Но молодец она была, Лиза. Двадцать лет девке, а соображала на год вперед. К примеру, в нашей столовке почти до самой весны хоть и не часто, но все ж давали бруснику. А это, как позже оказалось, природное лекарство. Кой-когда варили и грибницу, супец. А ведь это все Лизка — осенью зашла к начальнику и требует:

— В выходной день выводи, Рубакин, всех людей по грибы, по ягоды. И чтоб собранное сдали в столовку.

— Держи карман шире — будет тебе кто-то собирать для столовой, — отрезал Рубакин.

— Не для столовой, а для себя, зимние витамины, — уточнила Лизка. — А чтоб все вышли — напиши, начальник, приказ: кто не выполнит задание, того лишить дополнительной хлебной нормы на неделю. — Соображала.

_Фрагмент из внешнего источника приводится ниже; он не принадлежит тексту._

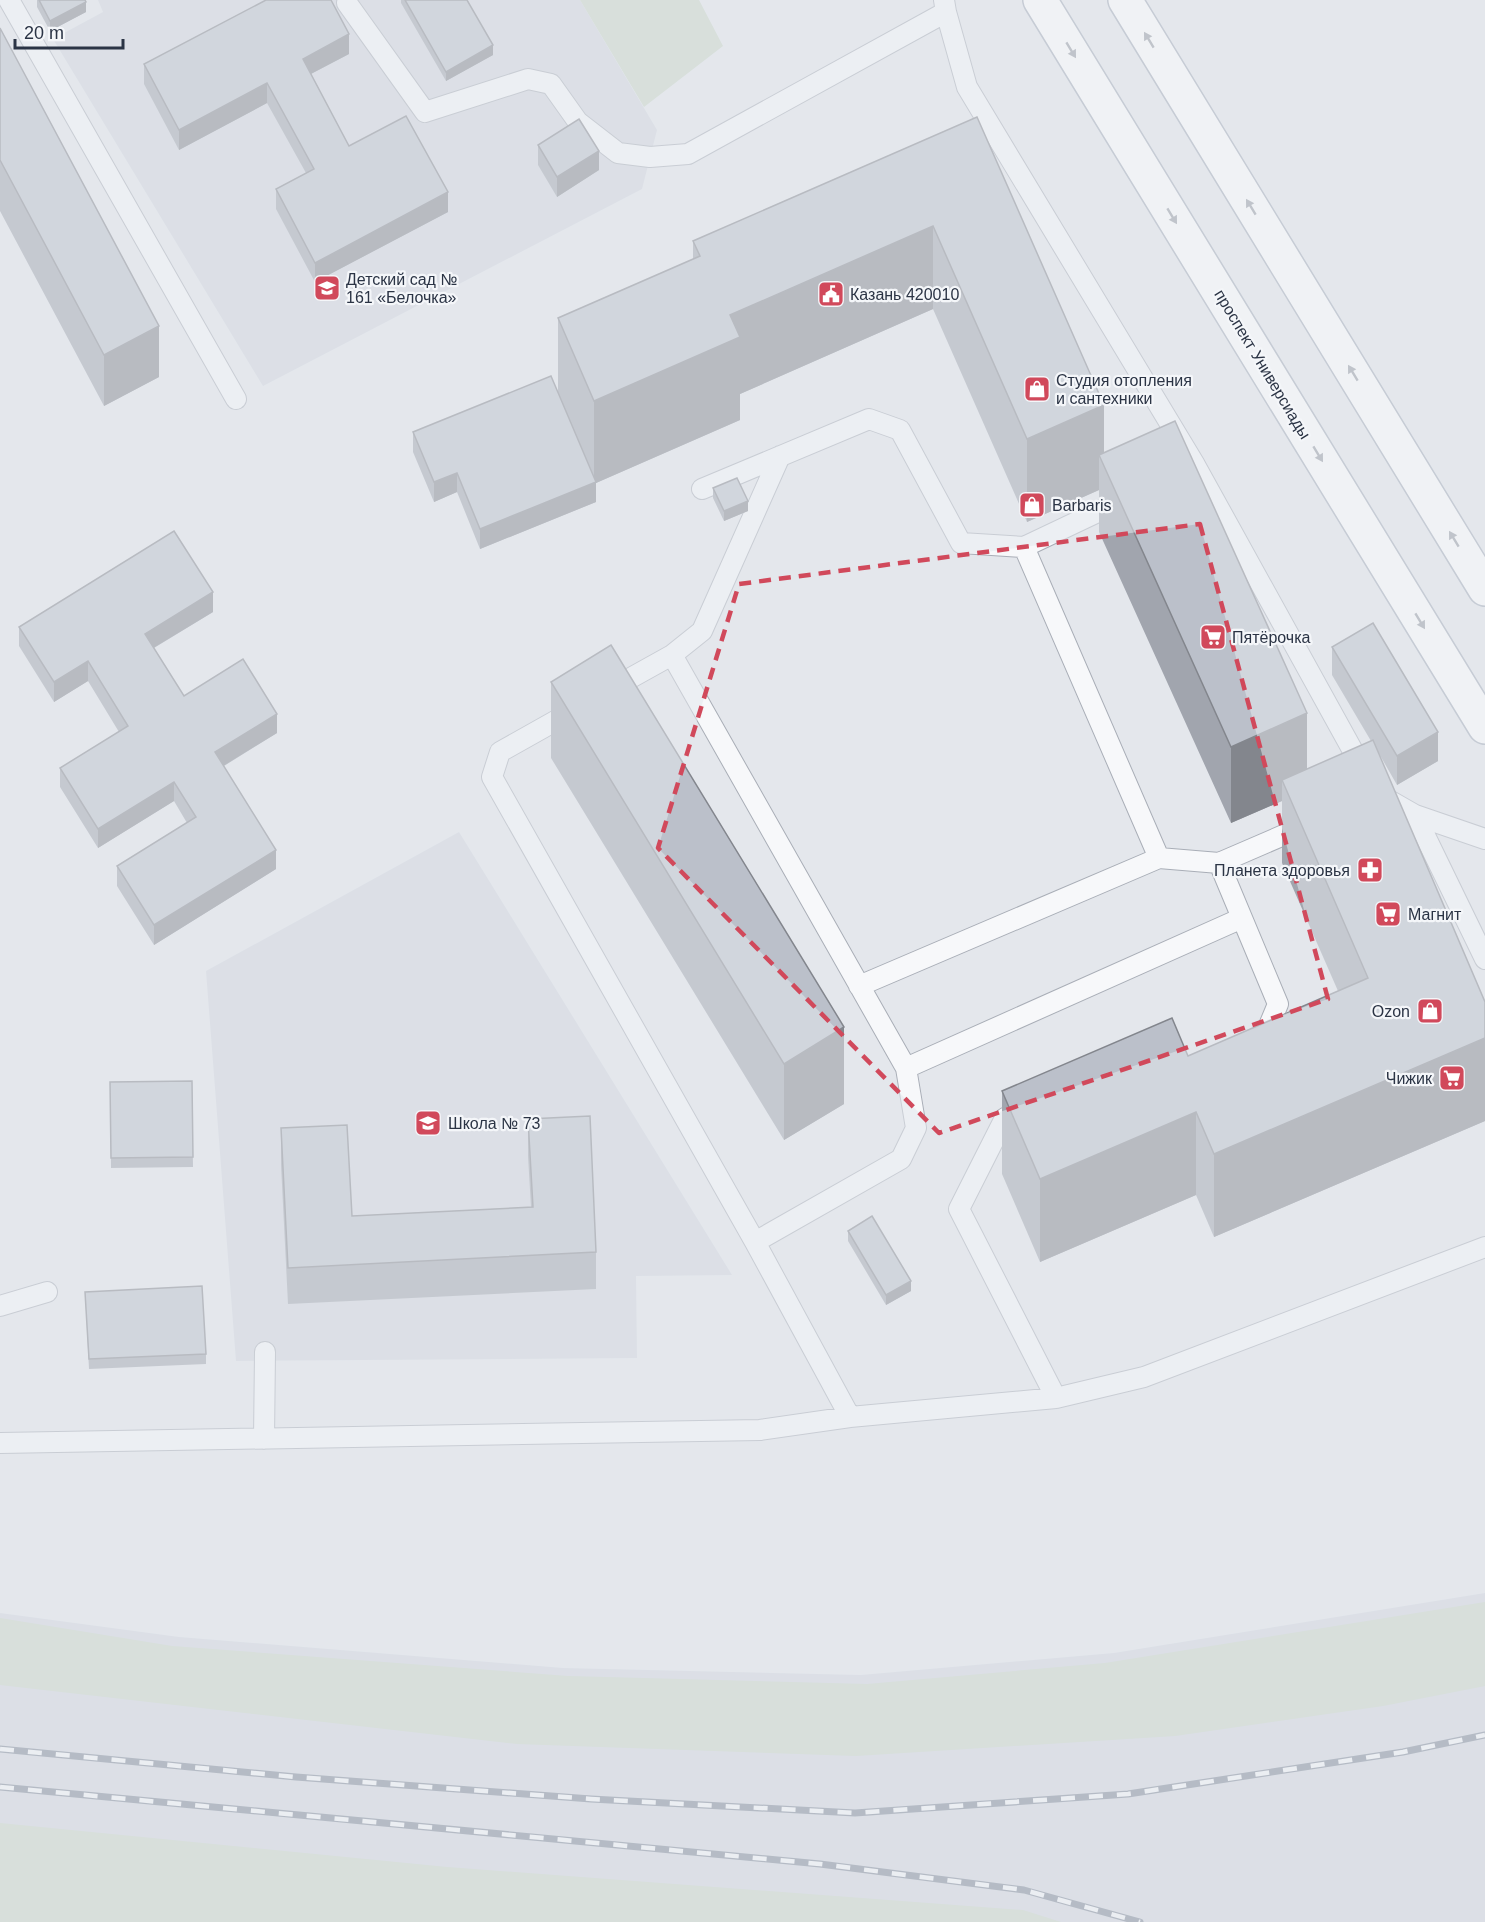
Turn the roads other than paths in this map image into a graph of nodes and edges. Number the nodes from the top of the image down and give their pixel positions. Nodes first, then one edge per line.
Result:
1 (9, 0) edge
2 (1040, 0) edge
3 (1125, 0) edge
4 (347, 3) dead end
5 (0, 4) edge
6 (945, 6) edge
7 (236, 399) dead end
8 (780, 456) junction
9 (1195, 465) junction
10 (1174, 475) edge
11 (702, 489) dead end
12 (1142, 491) edge
13 (1024, 547) junction
14 (1485, 589) edge
15 (672, 655) junction
16 (1485, 727) edge
17 (1415, 815) junction
18 (1324, 817) edge
19 (1485, 839) edge
20 (1159, 858) junction
21 (1219, 863) junction
22 (1242, 918) junction
23 (1485, 960) edge
24 (859, 986) junction
25 (1244, 1048) edge
26 (906, 1068) junction
27 (1037, 1104) edge
28 (755, 1242) junction
29 (1485, 1247) edge
30 (47, 1292) dead end
31 (0, 1306) edge
32 (266, 1352) dead end
33 (1056, 1398) junction
34 (850, 1417) junction
35 (264, 1439) junction
36 (0, 1443) edge

1 - 5 lane
1 - 7 lane
2 -> 16 main road, проспект Универсиады
14 -> 3 main road
4 - 6 lane
6 - 9 lane
8 - 11 lane
8 - 13 lane
8 - 15 lane
9 - 10 lane
9 - 17 lane
12 - 13 lane
13 - 20 lane
15 - 24 lane
15 - 28 lane
17 - 19 lane
17 - 23 lane
18 - 21 lane
20 - 21 lane
20 - 24 lane
21 - 22 lane
22 - 25 lane
22 - 26 lane
24 - 26 lane
26 - 28 lane
27 - 33 lane
28 - 34 lane
29 - 33 lane
30 - 31 lane
32 - 35 lane
33 - 34 lane
34 - 35 lane
35 - 36 lane

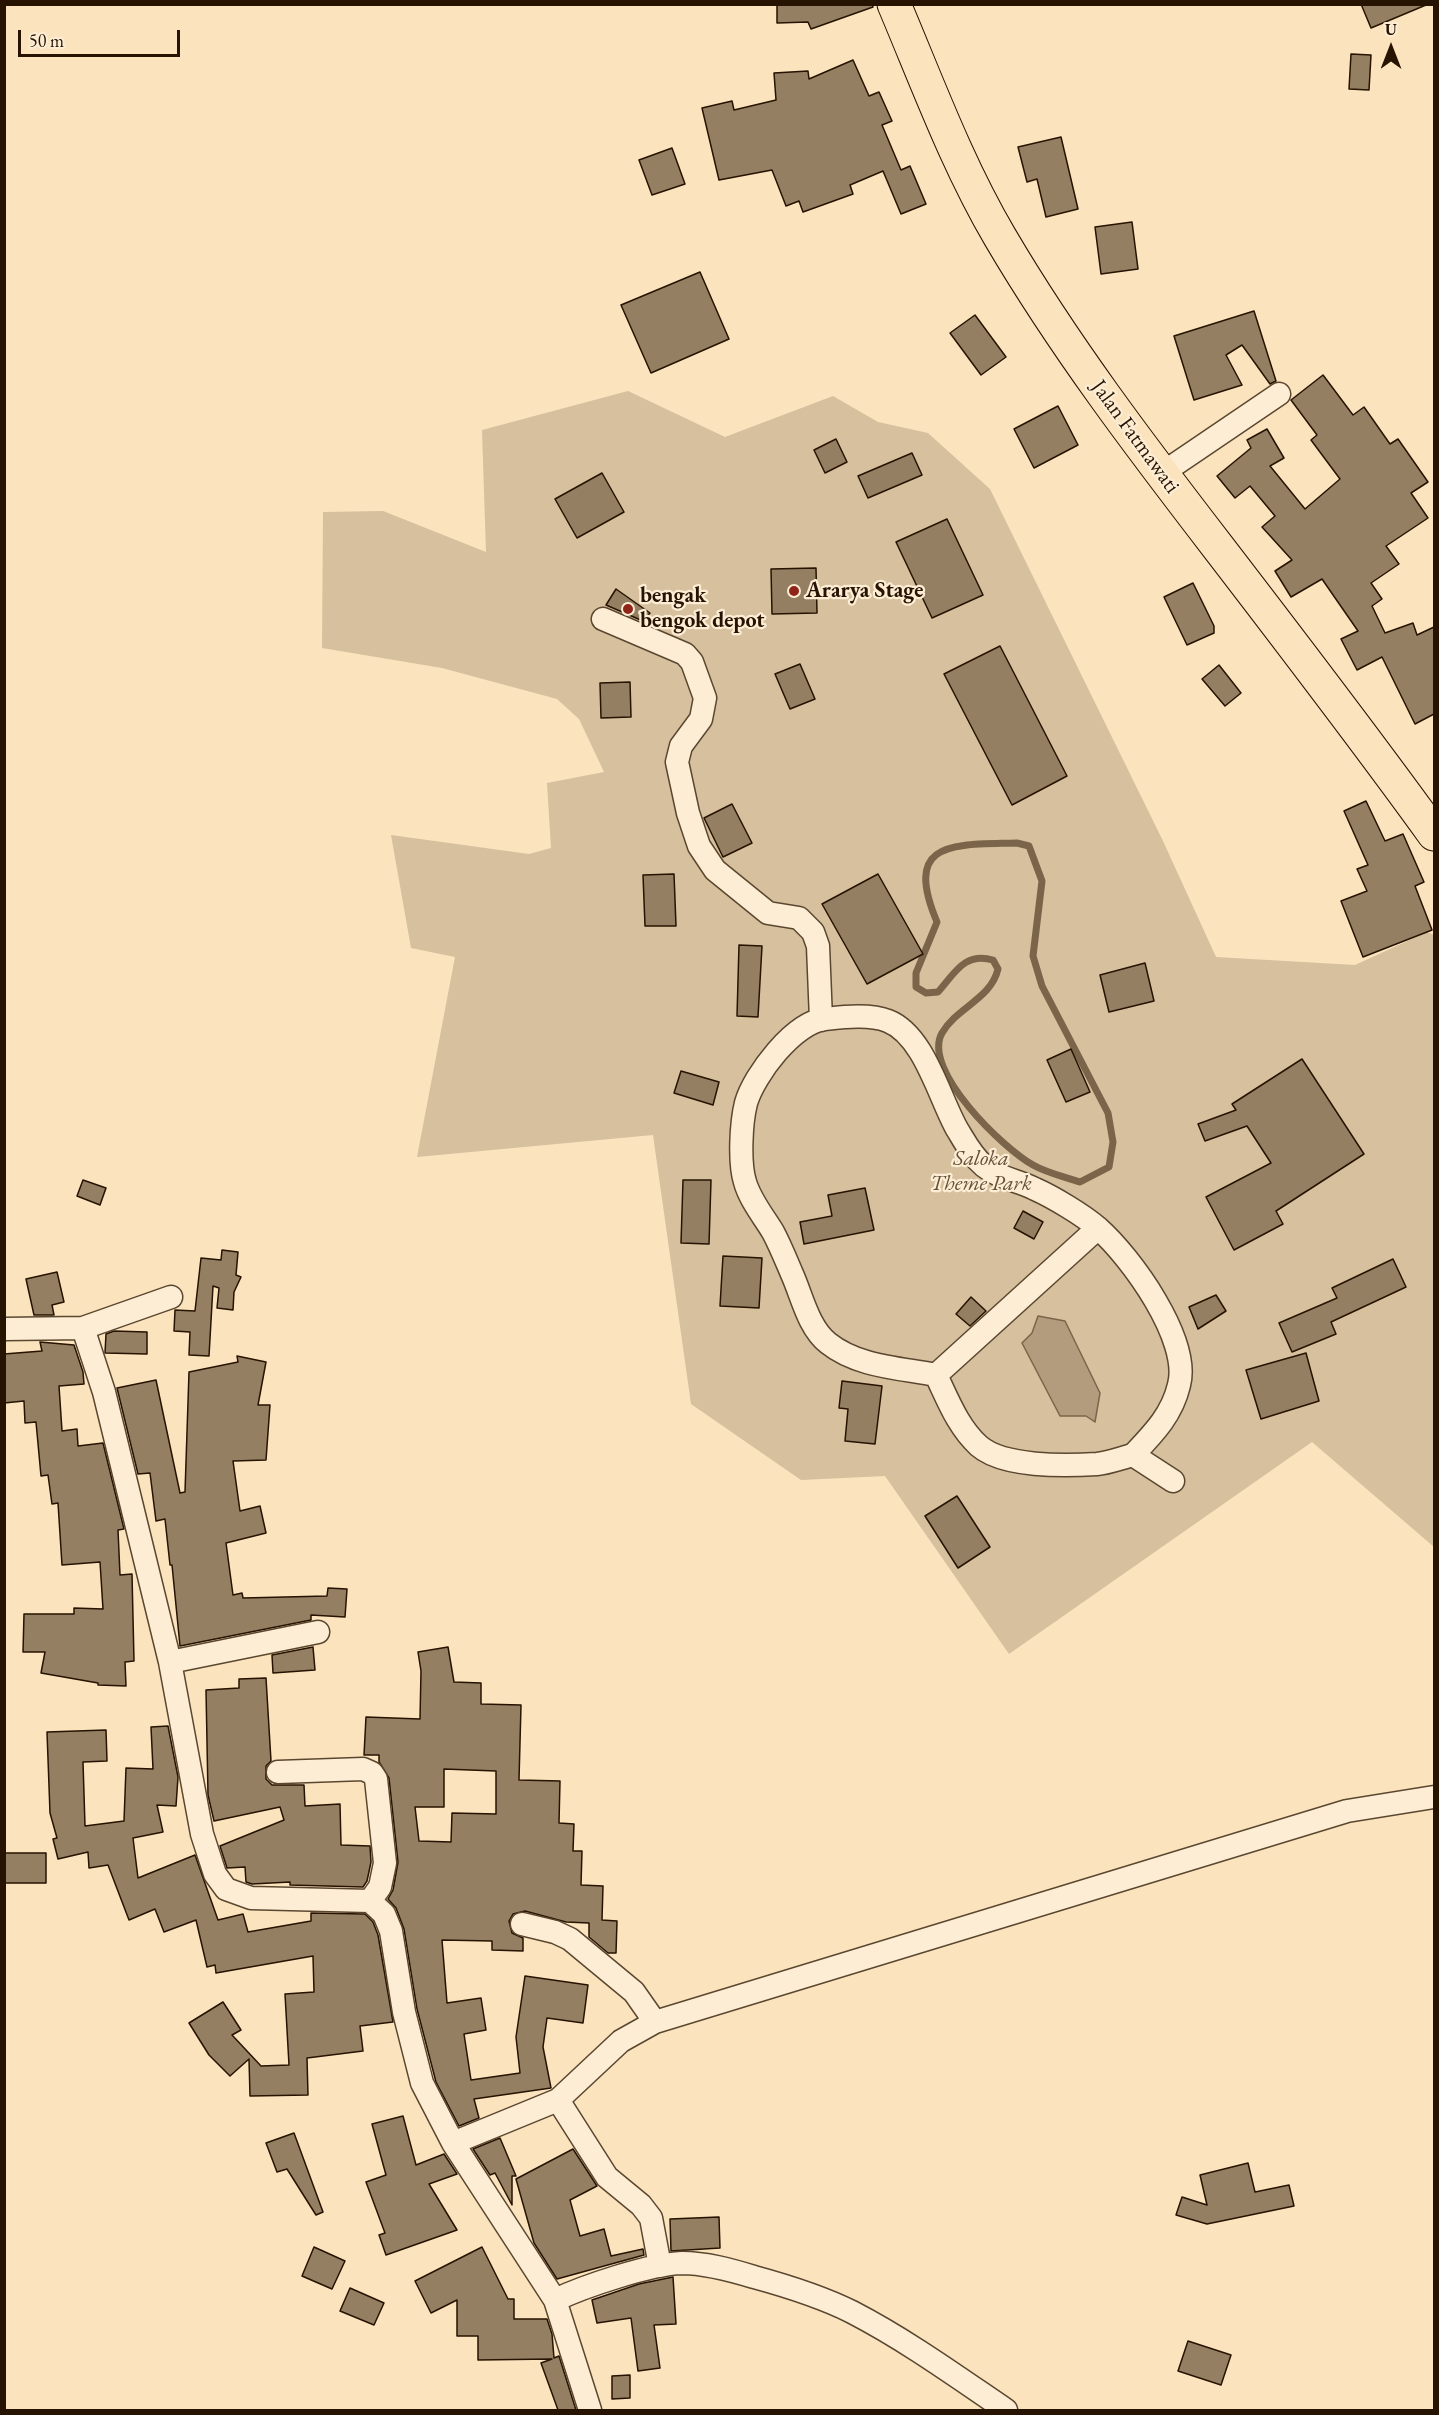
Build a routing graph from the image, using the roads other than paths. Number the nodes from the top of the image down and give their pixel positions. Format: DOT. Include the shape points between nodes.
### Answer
graph roads {
  1 [pos="894,4"];
  2 [pos="1279,394"];
  3 [pos="1161,474"];
  4 [pos="603,619"];
  5 [pos="1434,834"];
  6 [pos="821,1020"];
  7 [pos="1098,1228"];
  8 [pos="171,1297"];
  9 [pos="84,1328"];
  10 [pos="4,1329"];
  11 [pos="936,1375"];
  12 [pos="1133,1455"];
  13 [pos="1173,1481"];
  14 [pos="318,1632"];
  15 [pos="170,1662"];
  16 [pos="278,1772"];
  17 [pos="1434,1797"];
  18 [pos="370,1901"];
  19 [pos="522,1924"];
  20 [pos="655,2022"];
  21 [pos="558,2100"];
  22 [pos="453,2143"];
  23 [pos="660,2266"];
  24 [pos="555,2300"];
  25 [pos="590,2410"];
  26 [pos="1006,2410"];
  1 -- 3 [label="highway, Jalan Fatmawati" via="951,139 999,235 1059,332"];
  2 -- 3 [label="street"];
  3 -- 5 [label="highway, Jalan Fatmawati"];
  4 -- 6 [label="street" via="685,654 692,662 705,698 701,719 681,746 677,762 699,846 715,870 768,913 799,918 813,932 818,946"];
  6 -- 7 [label="street" via="861,1017 887,1021 905,1032 923,1055 945,1108 982,1165 1006,1180 1035,1188"];
  6 -- 11 [label="street" via="778,1049 746,1102 741,1156 745,1183 775,1236 814,1328 825,1341 843,1354 876,1365"];
  7 -- 11 [label="street"];
  7 -- 12 [label="street" via="1137,1271 1165,1317 1176,1344 1180,1383 1163,1424"];
  8 -- 9 [label="street"];
  9 -- 10 [label="street"];
  9 -- 15 [label="street" via="104,1392"];
  11 -- 12 [label="street" via="962,1426 980,1447 1000,1458 1048,1464 1099,1464"];
  12 -- 13 [label="street"];
  14 -- 15 [label="street"];
  15 -- 18 [label="street" via="202,1834 215,1874 226,1889 251,1898"];
  16 -- 18 [label="street" via="363,1769 372,1773 376,1779 385,1863 380,1887"];
  17 -- 20 [label="street" via="1347,1811"];
  18 -- 22 [label="street" via="384,1914 391,1931 404,2012 422,2084"];
  19 -- 20 [label="street" via="570,1939 634,1992"];
  20 -- 21 [label="street" via="621,2041"];
  21 -- 22 [label="street"];
  21 -- 23 [label="street" via="607,2177 651,2218"];
  22 -- 24 [label="street"];
  23 -- 24 [label="street"];
  23 -- 26 [label="street" via="724,2268 787,2286 852,2312"];
  24 -- 25 [label="street"];
}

Хоть и с грехом пополам, но порядочно-таки насобирали и грибов и ягод. И помаленьку подкармливались зиму. А в смысле еды всякая добавка для нас была золотой-бесценной.

Но важно не только это, важно еще, что та же Лизка такой контроль в столовке поставила, — ни одной ягоды на сторону не ушло, все, что собрали, все и съели работяги за зиму. Ручка у Лизки была твердая.

И хоть частенько она с начальником нашим вдрызг переругается, все же проскочила меж ними какая-то искра. Я не сразу заметил, а потом твердо понял: любят они друг друга. Непонятно мне это было совсем. Чудное создание человек.

Я вот все Лизка да Лизка, — вроде обзываю ее… А ведь хорошая девушка, уважать ее надо. А в то время казалось мне, как же это она женатому человеку в таком деле навстречу пошла? Дети ведь у него, жена, семья. Мир нарушает она в рубакинской семье, нельзя же так… Ну и начал про себя звать ее Лизкой. Казалось мне, что я вот никогда бы не смог так-то, с замужней женщиной. Нехорошо это, против человека.

В субботу я отпросился у начальника домой на пару дней. Очень уж заскучал по брательникам, да и сестренку нужно было проведать, — как они там без меня живут.

— А что, слетай! — сразу отпустил меня Шура. — Теперь у нас межсезонье, зимние работы закончились, а до ледохода дней десять, не меньше. Да и выходных у тебя не было — гуляй!

Шура повертелся на стуле, помялся и добавил, словно бы извиняясь:

— Только, Федя, я прошу тебя, оставь мне ключ от комнаты, а? Вдруг приедет кто…

И мне словно стукнуло: комната ему для себя нужна, для тайного дела с Лизкой.

— Ты что так уставился на меня? — сказал Шура, не выдерживая моего глупого взгляда. И вдруг — покраснел.

Мне самому стало нехорошо, стыдно стало. Но я все-таки по дурости, конечно, спросил:

— Шура, у вас с Лизой… есть что?

Он не вскинулся, не закричал на меня — черта ли тебе, пацан, нужно? — он так и остался сидеть, навалившись на стол грудью и локтями. Только глубоко запавшие глаза его растерялись. Да тонкий голос стал будто бы глуше:

— А что, Федя, болтают про нас?

— Не знаю, Шура… Мне самому так кажется, — сказал я и опять испугался: вот гаркнет сейчас — тебе-то какое дело!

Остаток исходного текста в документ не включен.